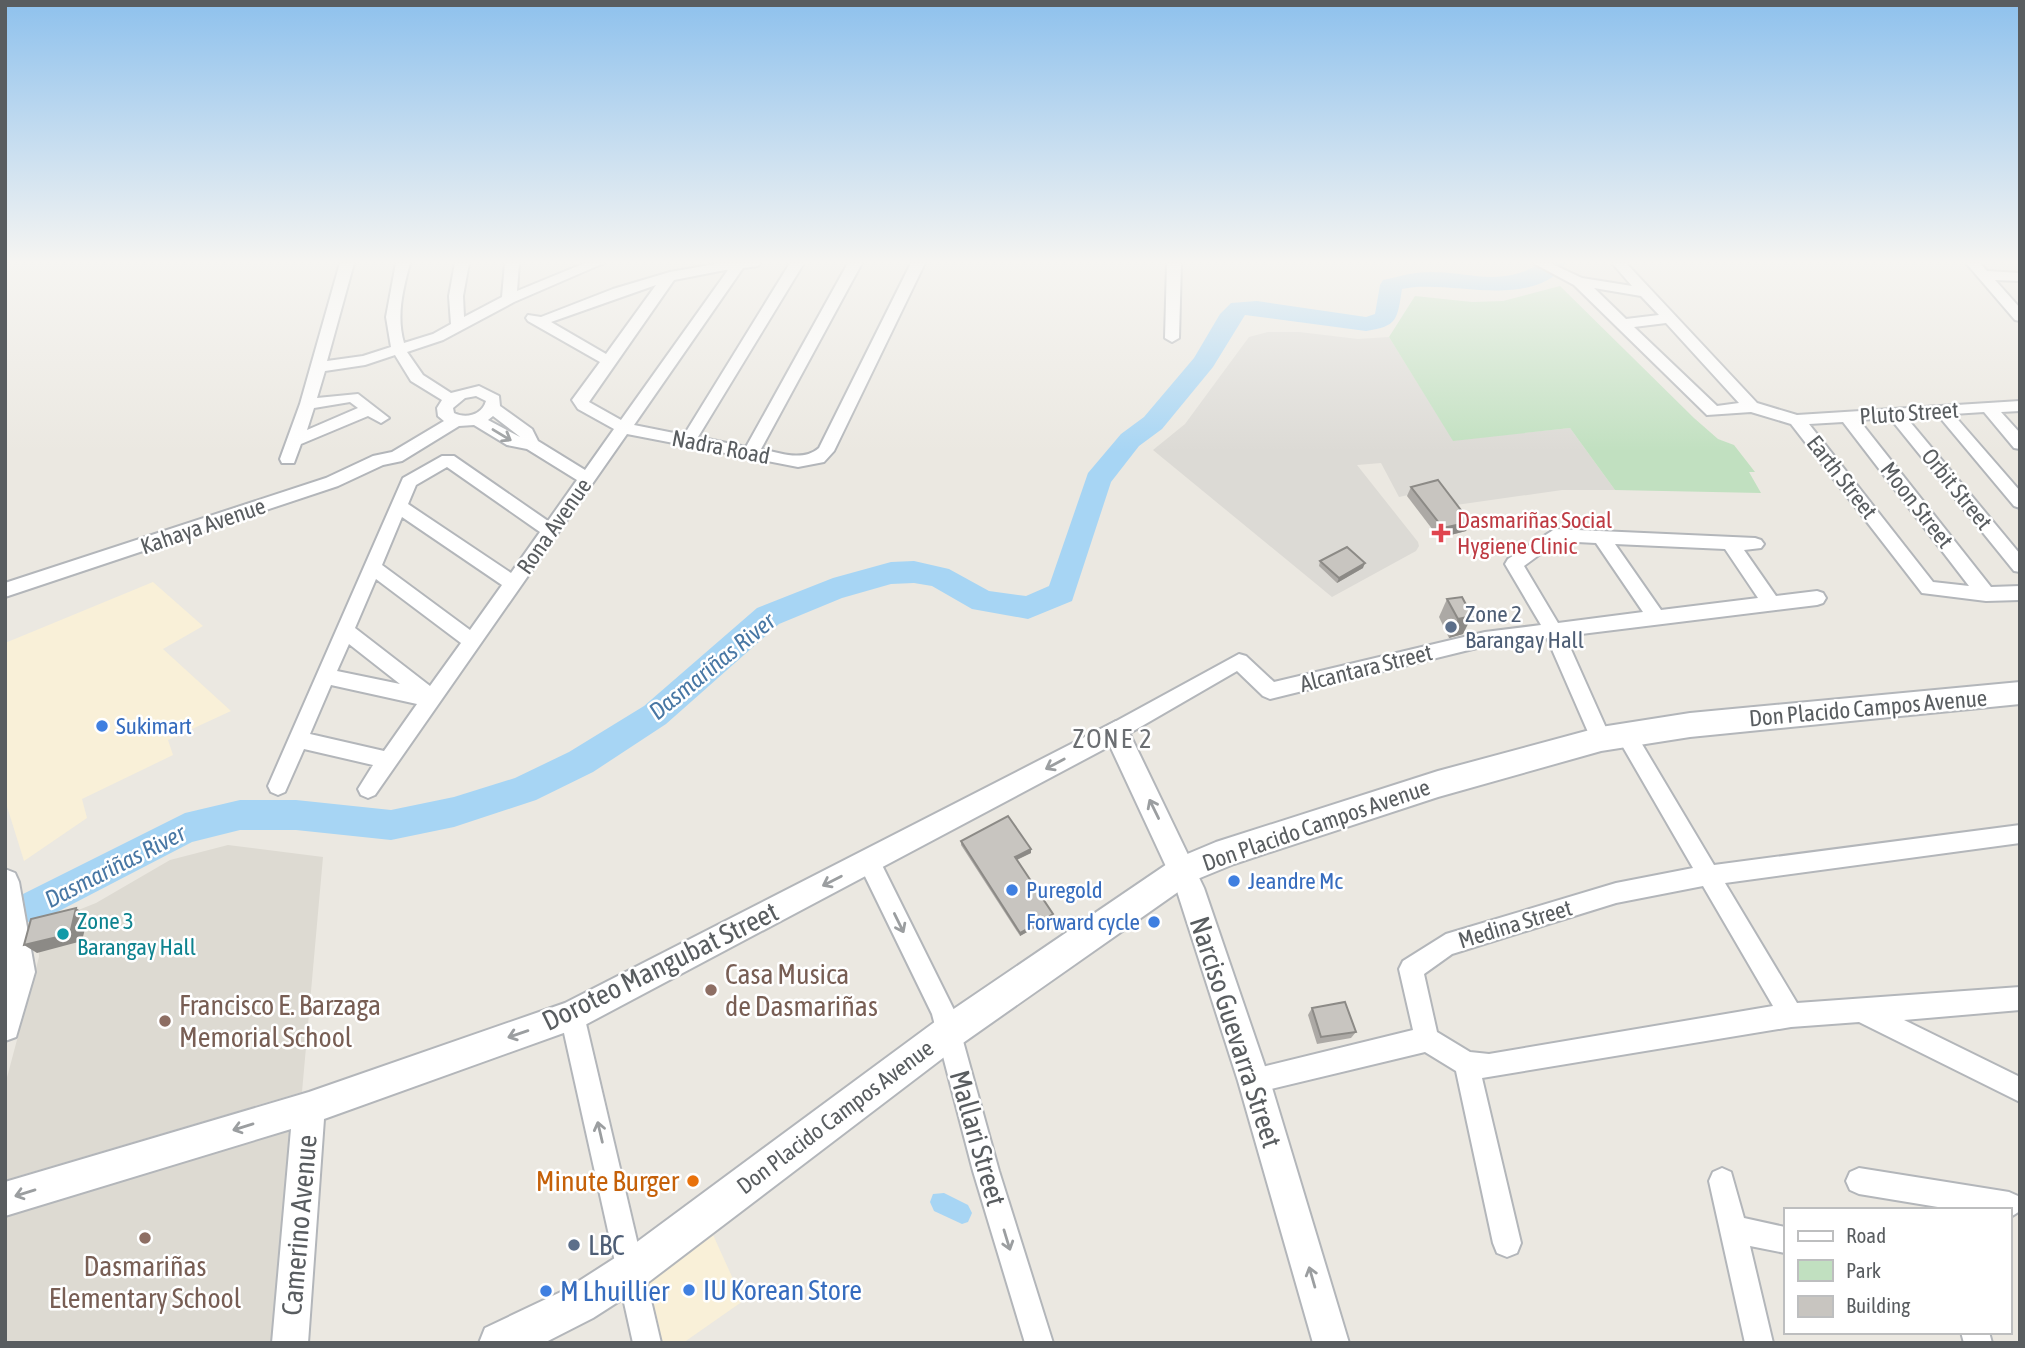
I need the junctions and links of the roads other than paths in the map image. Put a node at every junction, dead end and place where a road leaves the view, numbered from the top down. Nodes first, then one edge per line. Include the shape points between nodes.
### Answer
1 (329, 326) edge
2 (393, 326) edge
3 (462, 326) edge
4 (547, 326) edge
5 (575, 326) edge
6 (634, 326) edge
7 (699, 326) edge
8 (758, 326) edge
9 (820, 326) edge
10 (887, 326) edge
11 (1173, 326) edge
12 (1623, 326) edge
13 (1678, 326) edge
14 (458, 328) joint
15 (567, 337) junction
16 (1172, 338) dead end
17 (399, 351) junction
18 (608, 361) junction
19 (318, 367) junction
20 (457, 396) junction
21 (308, 404) junction
22 (1751, 407) junction
23 (2020, 407) edge
24 (492, 408) junction
25 (1989, 408) junction
26 (1941, 409) junction
27 (1894, 412) junction
28 (1848, 416) junction
29 (451, 418) junction
30 (475, 419) junction
31 (1797, 420) junction
32 (623, 428) junction
33 (295, 441) junction
34 (688, 441) junction
35 (531, 444) junction
36 (2020, 444) edge
37 (750, 454) junction
38 (818, 458) joint
39 (288, 459) dead end
40 (587, 479) junction
41 (2020, 502) edge
42 (398, 506) junction
43 (551, 531) junction
44 (1601, 537) junction
45 (1730, 543) junction
46 (1755, 544) dead end
47 (2020, 566) edge
48 (373, 569) junction
49 (513, 583) junction
50 (25, 586) junction
51 (5, 590) edge
52 (2020, 593) edge
53 (1986, 594) junction
54 (1817, 598) dead end
55 (5, 599) edge
56 (1771, 603) junction
57 (1656, 617) junction
58 (1553, 630) junction
59 (346, 631) junction
60 (472, 641) junction
61 (1239, 661) joint
62 (327, 676) junction
63 (2020, 693) edge
64 (432, 699) junction
65 (1116, 732) junction
66 (1614, 737) junction
67 (299, 740) junction
68 (388, 760) junction
69 (278, 786) dead end
70 (368, 789) dead end
71 (2020, 834) edge
72 (869, 862) junction
73 (1184, 870) junction
74 (1710, 875) junction
75 (5, 882) edge
76 (2020, 998) edge
77 (1861, 1010) junction
78 (572, 1015) junction
79 (1791, 1015) junction
80 (5, 1026) edge
81 (948, 1033) junction
82 (1427, 1039) junction
83 (1467, 1064) junction
84 (1254, 1081) junction
85 (2020, 1090) edge
86 (309, 1108) junction
87 (1722, 1181) dead end
88 (1860, 1181) dead end
89 (5, 1199) edge
90 (1932, 1202) edge
91 (2009, 1205) dead end
92 (1733, 1229) junction
93 (1784, 1240) edge
94 (1507, 1243) dead end
95 (632, 1270) junction
96 (290, 1343) edge
97 (500, 1343) edge
98 (647, 1343) edge
99 (1039, 1343) edge
100 (1331, 1343) edge
101 (1759, 1343) edge

1 - 19 street
2 - 17 street
3 - 14 street
4 - 15 street
5 - 15 street
6 - 18 street
7 - 32 street, Rona Avenue
8 - 34 street
9 - 37 street
10 - 38 street via 826,451
11 - 16 street
12 - 22 street via 1713,411
13 - 22 street
14 - 17 street
15 - 18 street
17 - 19 street
17 - 20 street via 416,378
18 - 32 street via 580,400
19 - 21 street
20 - 24 street via 479,391 491,395
20 - 29 street via 445,408
21 - 33 street
21 - 33 street via 353,397 375,414
22 - 31 street, Earth Street
23 - 25 street, Pluto Street
24 - 30 street
24 - 35 street via 526,433
25 - 26 street, Pluto Street
25 - 36 street
26 - 27 street, Pluto Street
26 - 41 street
27 - 28 street, Pluto Street
27 - 47 street, Orbit Street
28 - 31 street, Pluto Street
28 - 53 street, Moon Street
29 - 30 street
29 - 50 street, Kahaya Avenue via 396,457
30 -> 35 street via 513,441
31 - 53 street, Earth Street via 1928,588
32 - 34 street, Nadra Road
32 - 40 street, Rona Avenue
33 - 39 street
34 - 37 street, Nadra Road
35 - 40 street
37 - 38 street, Nadra Road via 798,462
40 - 43 street, Rona Avenue
42 - 43 street via 409,482 448,460
42 - 48 street
42 - 49 street
43 - 49 street, Rona Avenue
44 - 45 street
44 - 57 street
44 - 58 street via 1555,535 1514,564
45 - 46 street
45 - 56 street
48 - 59 street
48 - 60 street
49 - 60 street, Rona Avenue
50 - 51 street, Kahaya Avenue
50 - 55 street, Kahaya Avenue
52 - 53 street, Earth Street
54 - 56 street
56 - 57 street
57 - 58 street
58 - 61 street, Alcantara Street via 1485,639 1270,691
58 - 66 street
59 - 62 street
59 - 64 street
60 - 64 street, Rona Avenue
61 - 65 street, Doroteo Mangubat Street
62 - 64 street
62 - 67 street
63 - 66 main road, Don Placido Campos Avenue via 1690,725
64 - 68 street, Rona Avenue
65 -> 72 street, Doroteo Mangubat Street
73 -> 65 street, Narciso Guevarra Street
66 - 73 main road, Don Placido Campos Avenue via 1438,784
66 - 74 street
67 - 68 street
67 - 69 street
68 - 70 street, Rona Avenue
71 - 74 street
72 -> 78 street, Doroteo Mangubat Street
72 -> 81 street, Mallari Street via 943,1012
73 - 81 main road, Don Placido Campos Avenue
73 - 84 street, Narciso Guevarra Street
74 - 79 street
74 - 82 street, Medina Street via 1616,893 1446,945 1410,969
75 - 80 street via 20,972
76 - 77 street
77 - 79 street
77 - 85 street
78 -> 86 street, Doroteo Mangubat Street
95 -> 78 street
79 - 83 street via 1489,1066
81 - 95 main road, Don Placido Campos Avenue
81 -> 99 street, Mallari Street
82 - 83 street
82 - 84 street
83 - 94 street
100 -> 84 street, Narciso Guevarra Street
86 -> 89 street, Doroteo Mangubat Street
86 - 96 street, Camerino Avenue
87 - 92 street
88 - 90 street
90 - 91 street
92 - 93 street
92 - 101 street
95 - 97 main road, Don Placido Campos Avenue via 579,1304
95 - 98 street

============

◆ WHAT TO PRODUCE: Pictures stay out; the data above is to be returned exactly.

◆ RESULT:
I need the junctions and links of the roads other than paths in the map image. Put a node at every junction, dead end and place where a road leaves the view, numbered from the top down. Nodes first, then one edge per line. Include the shape points between nodes.
### Answer
1 (329, 326) edge
2 (393, 326) edge
3 (462, 326) edge
4 (547, 326) edge
5 (575, 326) edge
6 (634, 326) edge
7 (699, 326) edge
8 (758, 326) edge
9 (820, 326) edge
10 (887, 326) edge
11 (1173, 326) edge
12 (1623, 326) edge
13 (1678, 326) edge
14 (458, 328) joint
15 (567, 337) junction
16 (1172, 338) dead end
17 (399, 351) junction
18 (608, 361) junction
19 (318, 367) junction
20 (457, 396) junction
21 (308, 404) junction
22 (1751, 407) junction
23 (2020, 407) edge
24 (492, 408) junction
25 (1989, 408) junction
26 (1941, 409) junction
27 (1894, 412) junction
28 (1848, 416) junction
29 (451, 418) junction
30 (475, 419) junction
31 (1797, 420) junction
32 (623, 428) junction
33 (295, 441) junction
34 (688, 441) junction
35 (531, 444) junction
36 (2020, 444) edge
37 (750, 454) junction
38 (818, 458) joint
39 (288, 459) dead end
40 (587, 479) junction
41 (2020, 502) edge
42 (398, 506) junction
43 (551, 531) junction
44 (1601, 537) junction
45 (1730, 543) junction
46 (1755, 544) dead end
47 (2020, 566) edge
48 (373, 569) junction
49 (513, 583) junction
50 (25, 586) junction
51 (5, 590) edge
52 (2020, 593) edge
53 (1986, 594) junction
54 (1817, 598) dead end
55 (5, 599) edge
56 (1771, 603) junction
57 (1656, 617) junction
58 (1553, 630) junction
59 (346, 631) junction
60 (472, 641) junction
61 (1239, 661) joint
62 (327, 676) junction
63 (2020, 693) edge
64 (432, 699) junction
65 (1116, 732) junction
66 (1614, 737) junction
67 (299, 740) junction
68 (388, 760) junction
69 (278, 786) dead end
70 (368, 789) dead end
71 (2020, 834) edge
72 (869, 862) junction
73 (1184, 870) junction
74 (1710, 875) junction
75 (5, 882) edge
76 (2020, 998) edge
77 (1861, 1010) junction
78 (572, 1015) junction
79 (1791, 1015) junction
80 (5, 1026) edge
81 (948, 1033) junction
82 (1427, 1039) junction
83 (1467, 1064) junction
84 (1254, 1081) junction
85 (2020, 1090) edge
86 (309, 1108) junction
87 (1722, 1181) dead end
88 (1860, 1181) dead end
89 (5, 1199) edge
90 (1932, 1202) edge
91 (2009, 1205) dead end
92 (1733, 1229) junction
93 (1784, 1240) edge
94 (1507, 1243) dead end
95 (632, 1270) junction
96 (290, 1343) edge
97 (500, 1343) edge
98 (647, 1343) edge
99 (1039, 1343) edge
100 (1331, 1343) edge
101 (1759, 1343) edge

1 - 19 street
2 - 17 street
3 - 14 street
4 - 15 street
5 - 15 street
6 - 18 street
7 - 32 street, Rona Avenue
8 - 34 street
9 - 37 street
10 - 38 street via 826,451
11 - 16 street
12 - 22 street via 1713,411
13 - 22 street
14 - 17 street
15 - 18 street
17 - 19 street
17 - 20 street via 416,378
18 - 32 street via 580,400
19 - 21 street
20 - 24 street via 479,391 491,395
20 - 29 street via 445,408
21 - 33 street
21 - 33 street via 353,397 375,414
22 - 31 street, Earth Street
23 - 25 street, Pluto Street
24 - 30 street
24 - 35 street via 526,433
25 - 26 street, Pluto Street
25 - 36 street
26 - 27 street, Pluto Street
26 - 41 street
27 - 28 street, Pluto Street
27 - 47 street, Orbit Street
28 - 31 street, Pluto Street
28 - 53 street, Moon Street
29 - 30 street
29 - 50 street, Kahaya Avenue via 396,457
30 -> 35 street via 513,441
31 - 53 street, Earth Street via 1928,588
32 - 34 street, Nadra Road
32 - 40 street, Rona Avenue
33 - 39 street
34 - 37 street, Nadra Road
35 - 40 street
37 - 38 street, Nadra Road via 798,462
40 - 43 street, Rona Avenue
42 - 43 street via 409,482 448,460
42 - 48 street
42 - 49 street
43 - 49 street, Rona Avenue
44 - 45 street
44 - 57 street
44 - 58 street via 1555,535 1514,564
45 - 46 street
45 - 56 street
48 - 59 street
48 - 60 street
49 - 60 street, Rona Avenue
50 - 51 street, Kahaya Avenue
50 - 55 street, Kahaya Avenue
52 - 53 street, Earth Street
54 - 56 street
56 - 57 street
57 - 58 street
58 - 61 street, Alcantara Street via 1485,639 1270,691
58 - 66 street
59 - 62 street
59 - 64 street
60 - 64 street, Rona Avenue
61 - 65 street, Doroteo Mangubat Street
62 - 64 street
62 - 67 street
63 - 66 main road, Don Placido Campos Avenue via 1690,725
64 - 68 street, Rona Avenue
65 -> 72 street, Doroteo Mangubat Street
73 -> 65 street, Narciso Guevarra Street
66 - 73 main road, Don Placido Campos Avenue via 1438,784
66 - 74 street
67 - 68 street
67 - 69 street
68 - 70 street, Rona Avenue
71 - 74 street
72 -> 78 street, Doroteo Mangubat Street
72 -> 81 street, Mallari Street via 943,1012
73 - 81 main road, Don Placido Campos Avenue
73 - 84 street, Narciso Guevarra Street
74 - 79 street
74 - 82 street, Medina Street via 1616,893 1446,945 1410,969
75 - 80 street via 20,972
76 - 77 street
77 - 79 street
77 - 85 street
78 -> 86 street, Doroteo Mangubat Street
95 -> 78 street
79 - 83 street via 1489,1066
81 - 95 main road, Don Placido Campos Avenue
81 -> 99 street, Mallari Street
82 - 83 street
82 - 84 street
83 - 94 street
100 -> 84 street, Narciso Guevarra Street
86 -> 89 street, Doroteo Mangubat Street
86 - 96 street, Camerino Avenue
87 - 92 street
88 - 90 street
90 - 91 street
92 - 93 street
92 - 101 street
95 - 97 main road, Don Placido Campos Avenue via 579,1304
95 - 98 street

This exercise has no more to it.